== Source material ==
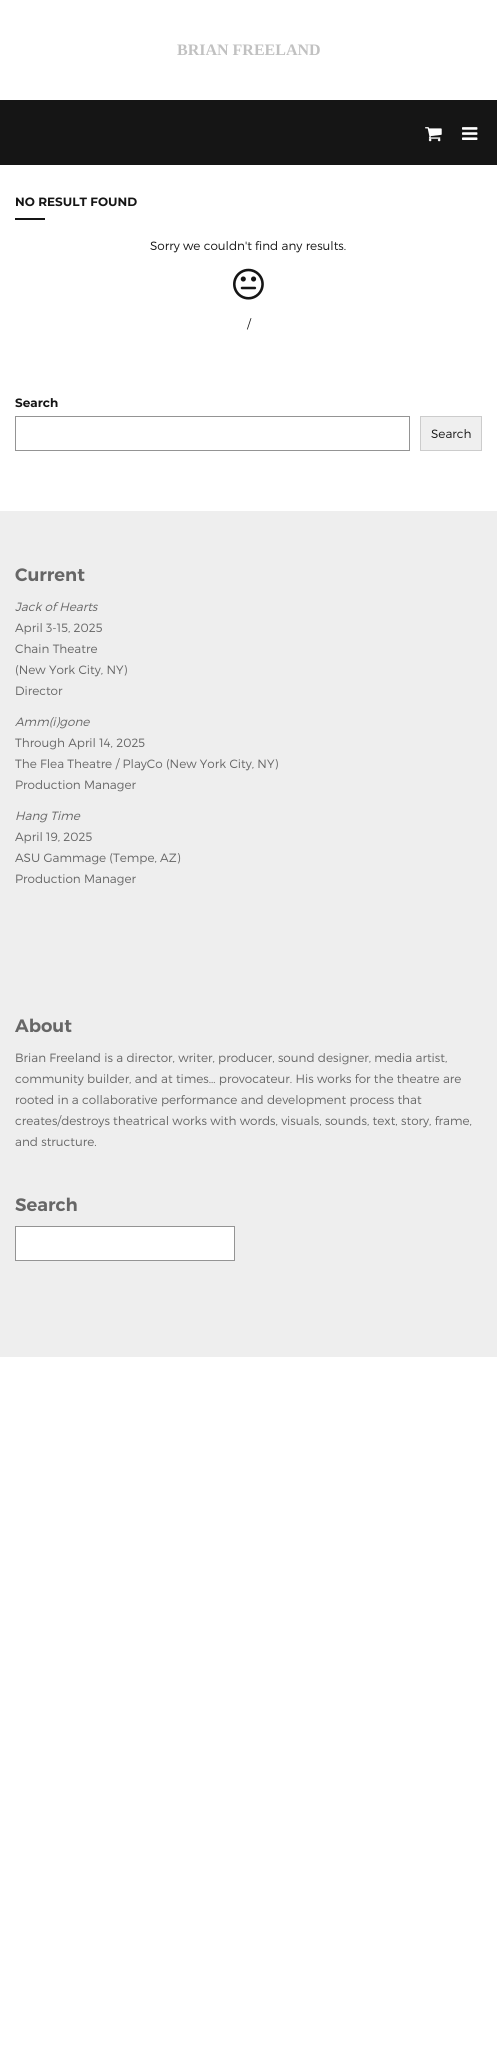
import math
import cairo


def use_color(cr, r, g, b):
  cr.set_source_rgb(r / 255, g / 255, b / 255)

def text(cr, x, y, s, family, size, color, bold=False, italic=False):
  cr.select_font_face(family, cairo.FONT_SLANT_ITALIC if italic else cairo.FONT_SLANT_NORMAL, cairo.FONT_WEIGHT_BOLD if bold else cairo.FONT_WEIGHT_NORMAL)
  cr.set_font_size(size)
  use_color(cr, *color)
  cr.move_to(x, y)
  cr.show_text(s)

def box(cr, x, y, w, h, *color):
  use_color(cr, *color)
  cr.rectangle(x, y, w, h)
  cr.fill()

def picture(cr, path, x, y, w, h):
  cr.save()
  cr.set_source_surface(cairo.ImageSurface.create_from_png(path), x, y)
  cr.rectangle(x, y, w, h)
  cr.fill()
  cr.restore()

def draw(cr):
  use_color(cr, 255, 255, 255)
  cr.paint()
  box(cr, 0, 100, 497, 65, 21, 21, 21)
  picture(cr, "img_01.png", 425, 127, 17, 15)
  picture(cr, "img_02.png", 462, 127, 16, 13)
  box(cr, 15, 218, 30, 2, 21, 21, 21)
  picture(cr, "img_03.png", 233, 268, 31, 32)
  cr.rectangle(15.5, 416.5, 394, 34)
  use_color(cr, 148, 148, 148)
  cr.set_line_width(1)
  cr.stroke()
  use_color(cr, 239, 239, 239)
  cr.rectangle(420.5, 416.5, 61, 34)
  cr.fill_preserve()
  use_color(cr, 204, 204, 204)
  cr.stroke()
  box(cr, 0, 511, 497, 846, 238, 238, 238)
  use_color(cr, 255, 255, 255)
  cr.rectangle(15.5, 1226.5, 219, 34)
  cr.fill_preserve()
  use_color(cr, 148, 148, 148)
  cr.stroke()
  text(cr, 177, 55, "BRIAN FREELAND", "Liberation Serif", 16, (193, 193, 193), bold=True)
  text(cr, 15, 206, "NO RESULT FOUND", "Montserrat", 12, (21, 21, 21), bold=True)
  text(cr, 150, 250, "Sorry we couldn't find any results.", "Montserrat Light", 12, (21, 21, 21))
  text(cr, 247, 328, "/", "Montserrat Light", 12, (21, 21, 21))
  text(cr, 15, 407, "Search", "Montserrat", 12, (21, 21, 21), bold=True)
  text(cr, 431, 438, "Search", "Montserrat Light", 12, (21, 21, 21))
  text(cr, 15, 581, "Current", "Montserrat SemiBold", 18, (102, 102, 102))
  text(cr, 15, 611, "Jack of Hearts", "Montserrat Light", 12, (102, 102, 102), italic=True)
  text(cr, 15, 632, "April 3-15, 2025", "Montserrat Light", 12, (102, 102, 102))
  text(cr, 15, 653, "Chain Theatre", "Montserrat Light", 12, (102, 102, 102))
  text(cr, 15, 674, "(New York City, NY)", "Montserrat Light", 12, (102, 102, 102))
  text(cr, 15, 695, "Director", "Montserrat Light", 12, (102, 102, 102))
  text(cr, 15, 726, "Amm(i)gone", "Montserrat Light", 12, (102, 102, 102), italic=True)
  text(cr, 15, 747, "Through April 14, 2025", "Montserrat Light", 12, (102, 102, 102))
  text(cr, 15, 768, "The Flea Theatre / PlayCo (New York City, NY)", "Montserrat Light", 12, (102, 102, 102))
  text(cr, 15, 789, "Production Manager", "Montserrat Light", 12, (102, 102, 102))
  text(cr, 15, 820, "Hang Time", "Montserrat Light", 12, (102, 102, 102), italic=True)
  text(cr, 15, 841, "April 19, 2025", "Montserrat Light", 12, (102, 102, 102))
  text(cr, 15, 862, "ASU Gammage (Tempe, AZ)", "Montserrat Light", 12, (102, 102, 102))
  text(cr, 15, 883, "Production Manager", "Montserrat Light", 12, (102, 102, 102))
  text(cr, 15, 1032, "About", "Montserrat SemiBold", 18, (102, 102, 102))
  text(cr, 15, 1062, "Brian Freeland is a director, writer, producer, sound designer, media artist,", "Montserrat Light", 12, (102, 102, 102))
  text(cr, 15, 1083, "community builder, and at times… provocateur. His works for the theatre are", "Montserrat Light", 12, (102, 102, 102))
  text(cr, 15, 1104, "rooted in a collaborative performance and development process that", "Montserrat Light", 12, (102, 102, 102))
  text(cr, 15, 1125, "creates/destroys theatrical works with words, visuals, sounds, text, story, frame,", "Montserrat Light", 12, (102, 102, 102))
  text(cr, 15, 1146, "and structure.", "Montserrat Light", 12, (102, 102, 102))
  text(cr, 15, 1211, "Search", "Montserrat SemiBold", 18, (102, 102, 102))


surface = cairo.ImageSurface(cairo.FORMAT_RGB24, 497, 2065)
cr = cairo.Context(surface)
options = cairo.FontOptions()
options.set_hint_metrics(cairo.HINT_METRICS_OFF)
options.set_hint_style(cairo.HINT_STYLE_NONE)
cr.set_font_options(options)
cr.set_miter_limit(4)
draw(cr)
surface.write_to_png("out.png")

== What to do ==
Show every line in the listing above that carries the word "path".

== Expected answer ==
def picture(cr, path, x, y, w, h):
  cr.set_source_surface(cairo.ImageSurface.create_from_png(path), x, y)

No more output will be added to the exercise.